Würde die Energieversorgung über einen längeren Zeitraum oder umfassend versagen, bräche der gesamte gewohnte  Lebensstil  zusammen. Die Industriegesellschaften sind arbeitsteilige Gesellschaften, was eben auch bedeutet, dass sie auf Energie angewiesen sind, mit denen Güter, Teile und Dienste zusammengefügt werden können. Bis der Bissen in den Mund kommt, sind eine Menge Leute mit verschiedenen Aufgaben damit beschäftigt, ihn darauf vorzubereiten. Das würde wegfallen, weil sie alle Energie benötigen, damit das funktionieren kann.

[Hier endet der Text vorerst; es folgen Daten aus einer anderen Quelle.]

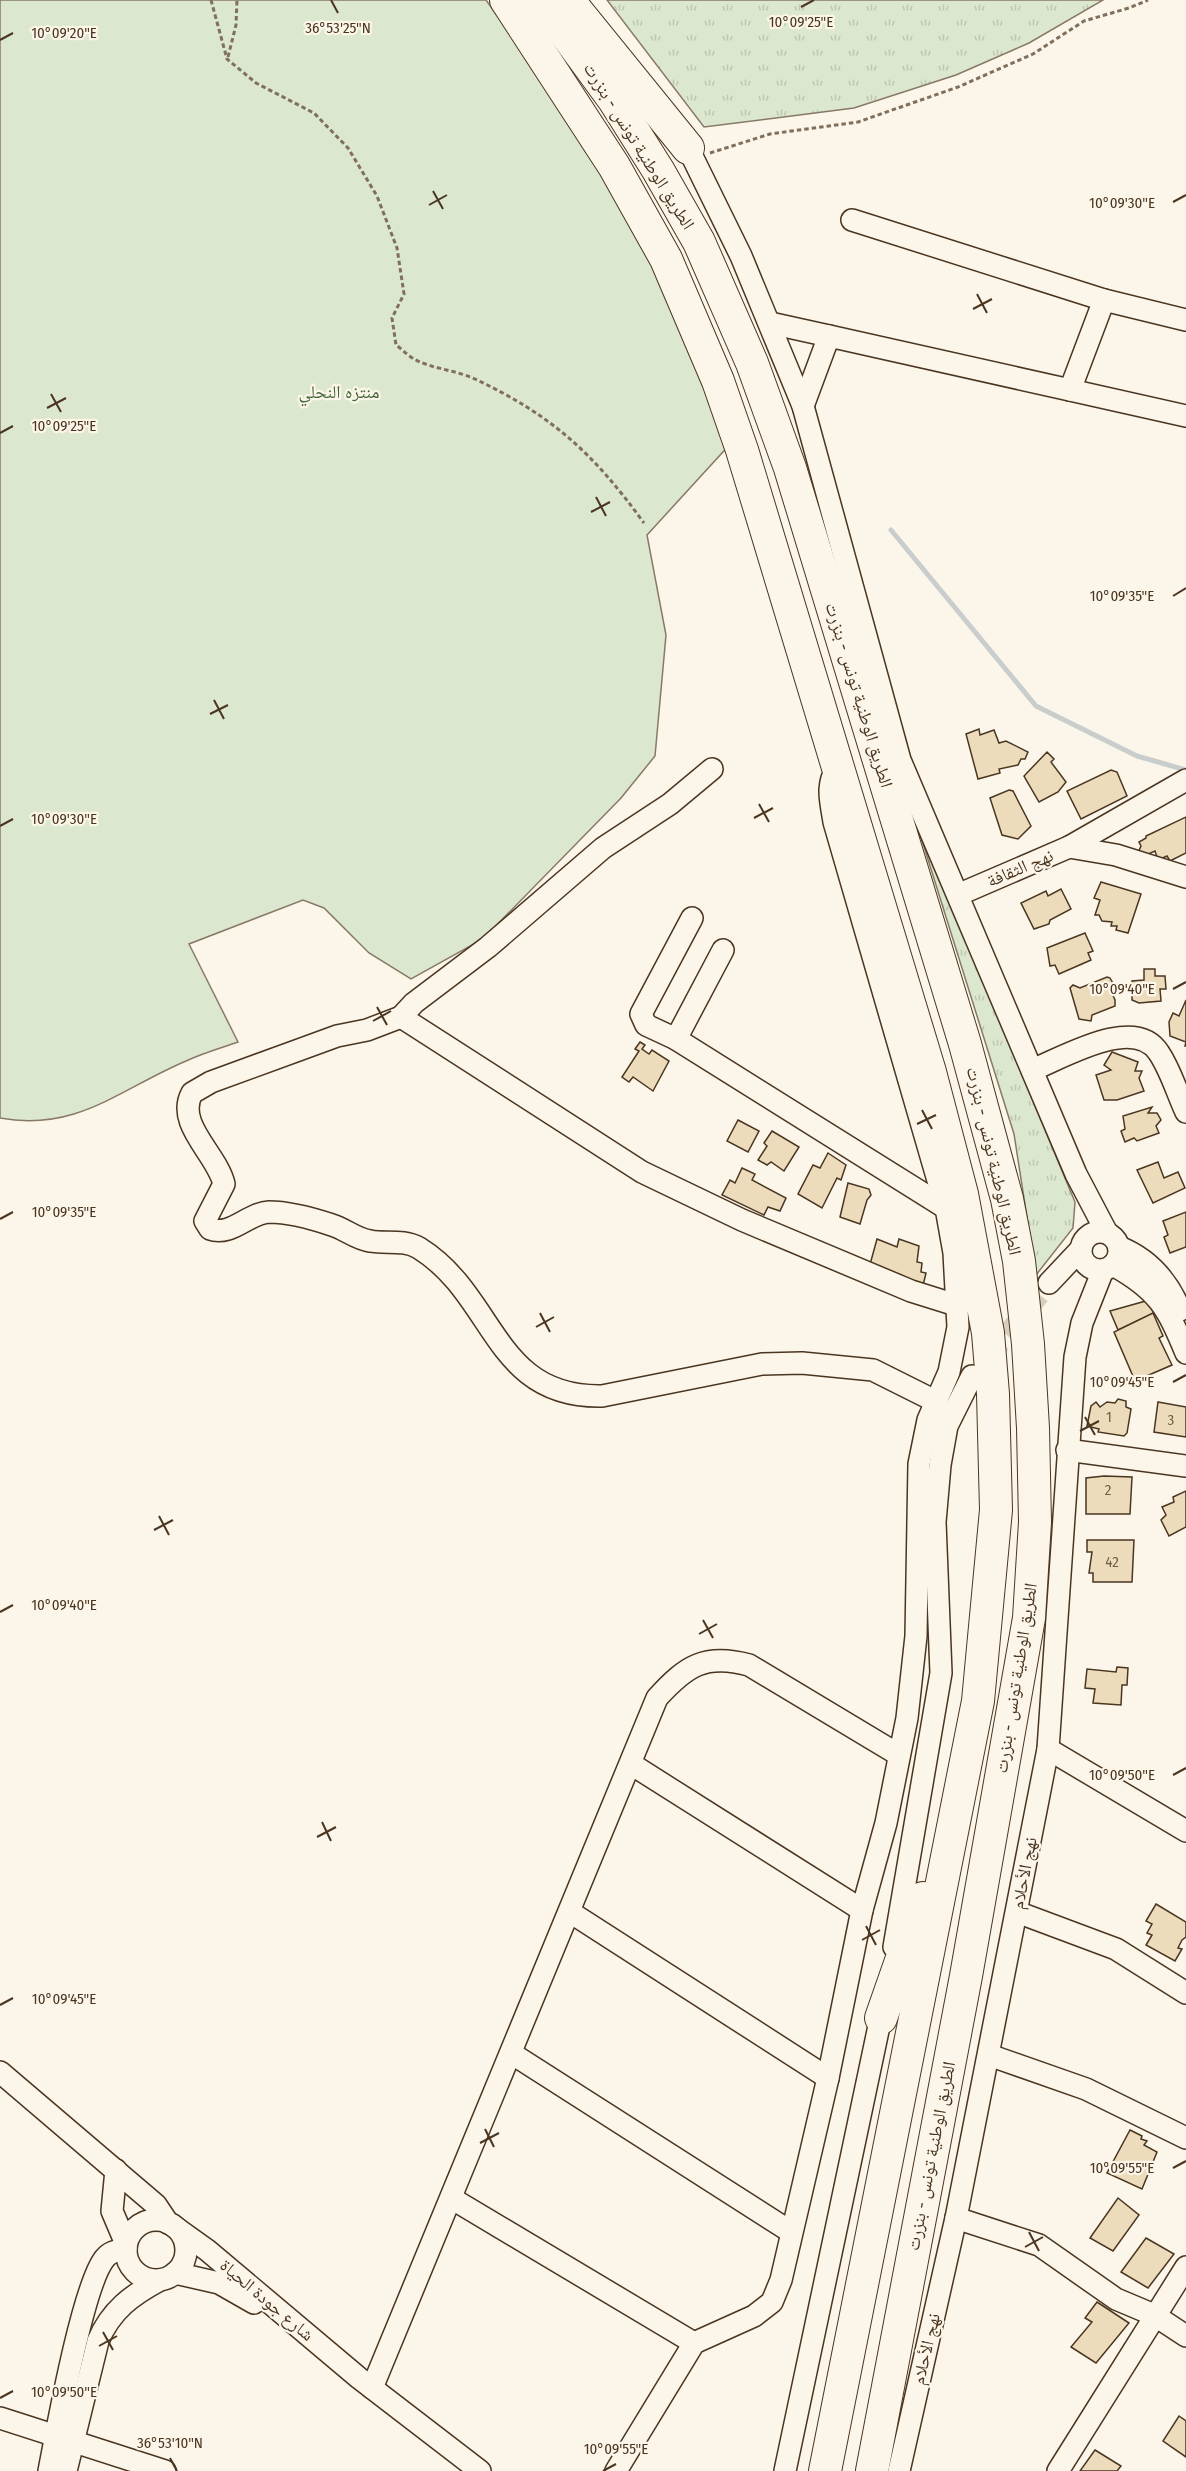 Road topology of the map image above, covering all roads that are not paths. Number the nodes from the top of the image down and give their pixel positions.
1 (506, 0) edge
2 (541, 0) edge
3 (568, 0) edge
4 (691, 153) joint
5 (852, 220) dead end
6 (1104, 300) junction
7 (1186, 320) edge
8 (770, 323) junction
9 (829, 336) junction
10 (1070, 390) junction
11 (803, 406) junction
12 (1186, 416) edge
13 (839, 766) junction
14 (712, 769) dead end
15 (1186, 780) edge
16 (1069, 847) junction
17 (1186, 877) edge
18 (960, 894) junction
19 (692, 918) dead end
20 (723, 950) dead end
21 (401, 1017) junction
22 (676, 1039) junction
23 (1032, 1070) junction
24 (1186, 1112) edge
25 (1076, 1174) junction
26 (946, 1208) junction
27 (1083, 1243) junction
28 (1110, 1254) junction
29 (1049, 1283) tunnel mouth
30 (958, 1306) junction
31 (1183, 1329) edge
32 (1186, 1353) edge
33 (972, 1376) tunnel mouth
34 (937, 1402) junction
35 (1068, 1450) junction
36 (1186, 1466) edge
37 (988, 1619) junction
38 (1048, 1749) junction
39 (899, 1755) junction
40 (632, 1764) junction
41 (1186, 1831) edge
42 (862, 1910) junction
43 (570, 1912) junction
44 (1017, 1912) junction
45 (1186, 1993) edge
46 (881, 2018) junction
47 (511, 2053) junction
48 (989, 2055) junction
49 (0, 2072) edge
50 (828, 2078) junction
51 (1186, 2138) edge
52 (116, 2170) junction
53 (451, 2198) junction
54 (956, 2218) junction
55 (170, 2224) junction
56 (791, 2232) junction
57 (126, 2247) junction
58 (1186, 2267) edge
59 (168, 2276) junction
60 (1154, 2315) junction
61 (1186, 2336) edge
62 (694, 2343) junction
63 (365, 2383) junction
64 (0, 2418) edge
65 (65, 2438) junction
66 (883, 2464) edge
67 (49, 2471) edge
68 (66, 2471) edge
69 (165, 2471) edge
70 (480, 2471) edge
71 (616, 2471) edge
72 (785, 2471) edge
73 (825, 2471) edge
74 (1058, 2471) edge

1 - 13 highway, الطريق الوطنية تونس - بنزرت
2 - 66 highway, الطريق الوطنية تونس - بنزرت
3 - 4 highway
4 - 8 street
5 - 6 street
6 - 7 street
6 - 10 street
8 - 9 street
8 - 11 street
9 - 10 street
9 - 11 street
10 - 12 street
11 - 18 street
13 - 26 street
13 - 37 highway, الطريق الوطنية تونس - بنزرت
14 - 21 street
15 - 16 street
16 - 17 street, نهج الثقافة
16 - 18 street, نهج الثقافة
18 - 23 street
19 - 22 street
20 - 22 street
21 - 30 street
21 - 34 street
22 - 26 street
23 - 24 street
23 - 25 street
25 - 27 street
25 - 28 street
26 - 30 street
27 - 28 street
27 - 28 street
27 - 29 street
28 - 31 street
28 - 35 street, نهج الأحلام
30 - 34 street
31 - 32 street
33 - 46 street
34 - 39 street
35 - 36 street
35 - 38 street, نهج الأحلام
37 - 46 highway
37 - 73 highway, الطريق الوطنية تونس - بنزرت
38 - 41 street
38 - 44 street, نهج الأحلام
39 - 40 street
39 - 42 street
40 - 42 street
40 - 43 street
42 - 50 street
43 - 47 street
43 - 50 street
44 - 45 street
44 - 48 street, نهج الأحلام
46 - 72 street
47 - 53 street
47 - 56 street
48 - 51 street
48 - 54 street, نهج الأحلام
49 - 52 street, شارع جودة الحياة
50 - 56 street
52 - 55 street, شارع جودة الحياة
52 - 57 street
53 - 62 street
53 - 63 street
54 - 60 street
54 - 66 street, نهج الأحلام
55 - 57 street
55 - 59 street
55 - 63 street, شارع جودة الحياة
56 - 62 street
57 - 59 street
57 - 65 street
58 - 60 street
59 - 63 street, شارع جودة الحياة
59 - 65 street
60 - 61 street
60 - 74 street
62 - 71 street
63 - 70 street, شارع جودة الحياة
64 - 65 street
65 - 67 street
65 - 68 street
65 - 69 street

Die Sicherheit und Durchgängigkeit der Energieversorgung, die für Deutschland ein jüngeres Phänomen ist (man denke sich, eine Stadt wie Berlin vor 1900 hat in großem Maße ohne Strom funktioniert, das würde heute nicht mehr ohne weiteres gehen), wurde in der Vergangenheit durch halbstaatliche Versorgungsunternehmen mit relativ wenigen Großkraftwerken quasi von oben herab sichergestellt.

Dieses Modell ist mit der Energiewende perdu. Zum Teil weil diese Großkraftwerke nicht ewig zur Verfügung stehen oder zu gefährlich sind, zum Teil weil die Öffnung der Märkte Quasimonopole wie in der Energieversorgung aufgehoben hat. Innerhalb von gut 20 Jahren ist aus einem hierarchischen Versorgungsmodell ein dezentrales geworden. Statt weniger Großkraftwerke speisen Tausende Wind- und Solarparks, Biomassekraftwerke und Wasserkraftwerke Strom ein. Und damit sind die großen Braunkohle-, Gas- und Kernkraftwerke noch nicht einmal alle vom Netz.

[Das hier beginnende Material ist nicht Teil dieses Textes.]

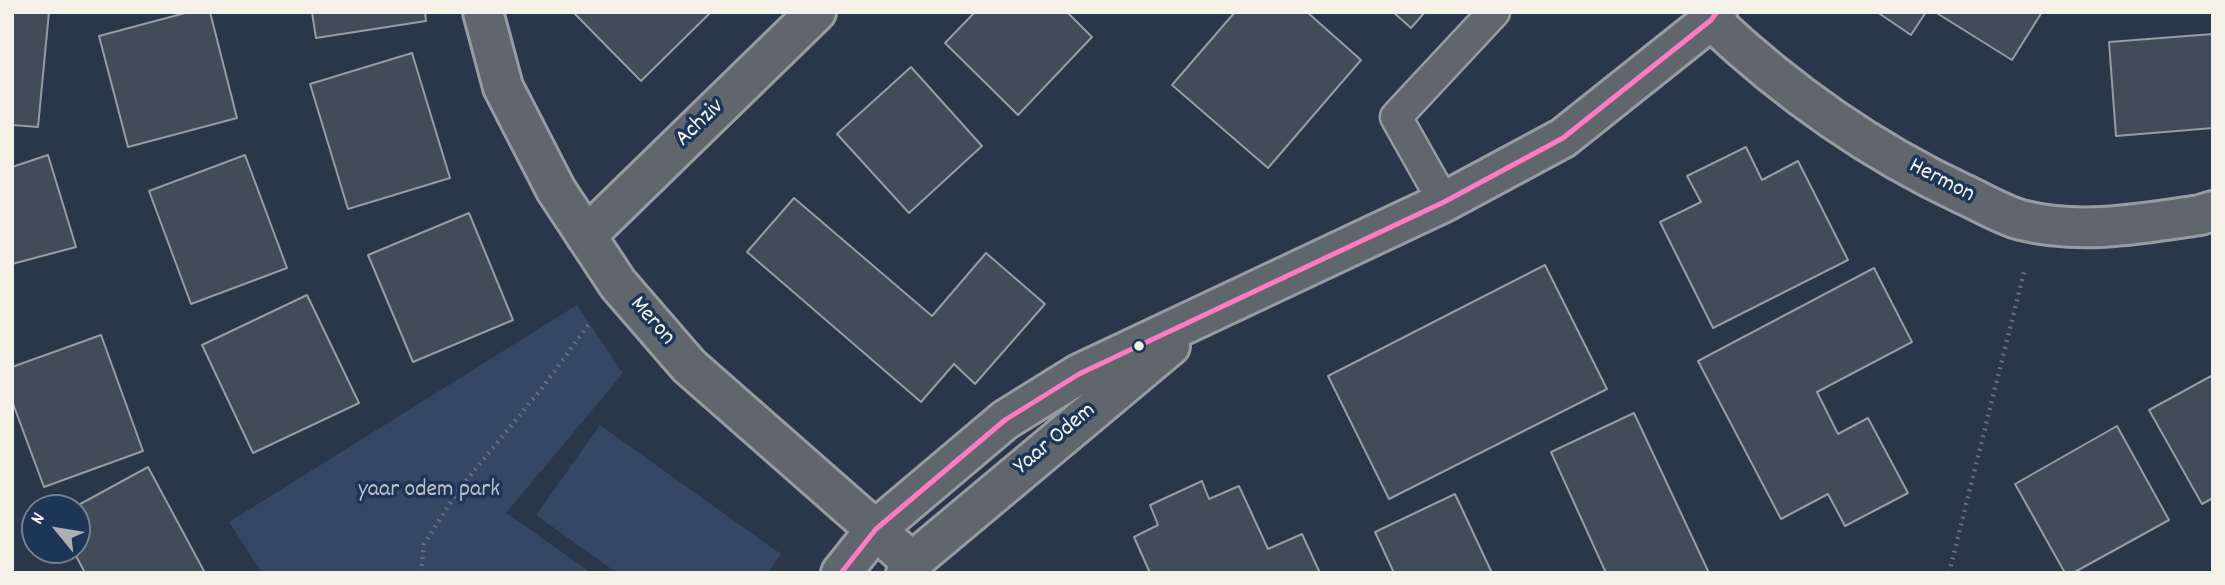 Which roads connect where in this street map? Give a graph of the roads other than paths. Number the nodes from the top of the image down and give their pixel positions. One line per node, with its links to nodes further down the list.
1 (483, 12): 7 (street, Meron)
2 (816, 12): 7 (street, Achziv)
3 (1494, 12): 5 (lane)
4 (1714, 16): 5 (street, Yaar Odem); 6 (street, Hermon)
5 (1444, 202): 8 (street, Yaar Odem)
6 (2213, 211)
7 (586, 236): 9 (street, Meron)
8 (1211, 312): 9 (street, Yaar Odem); 10 (street, Yaar Odem)
9 (876, 529): 10 (street, Meron); 11 (street, Yaar Odem)
10 (909, 568)
11 (841, 573)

Diese dezentrale Einspeisung ist für das Netzmanagement bis heute eine echte Herausforderung. Die Entwicklung geht aber weiter und mit dem Konzept vom Smart Grid lässt sich bereits heute erkennen, was auf uns zukommt: ein IT-basiertes, höchst komplexes und leistungsfähiges System, in dem Daten in einem Volumen in Echtzeit transferiert und verarbeitet werden müssen, wie es heute immerhin schon vorstellbar ist. Klein sind die Datenmengen dennoch. Bis in die Haushalte werden die smarten Systeme reichen, was dazu führen soll, dass sich sogar Privatleute nicht nur aufs Stromkonsumieren beschränken sollen, sondern ein Energiemanagement entwickeln müssen.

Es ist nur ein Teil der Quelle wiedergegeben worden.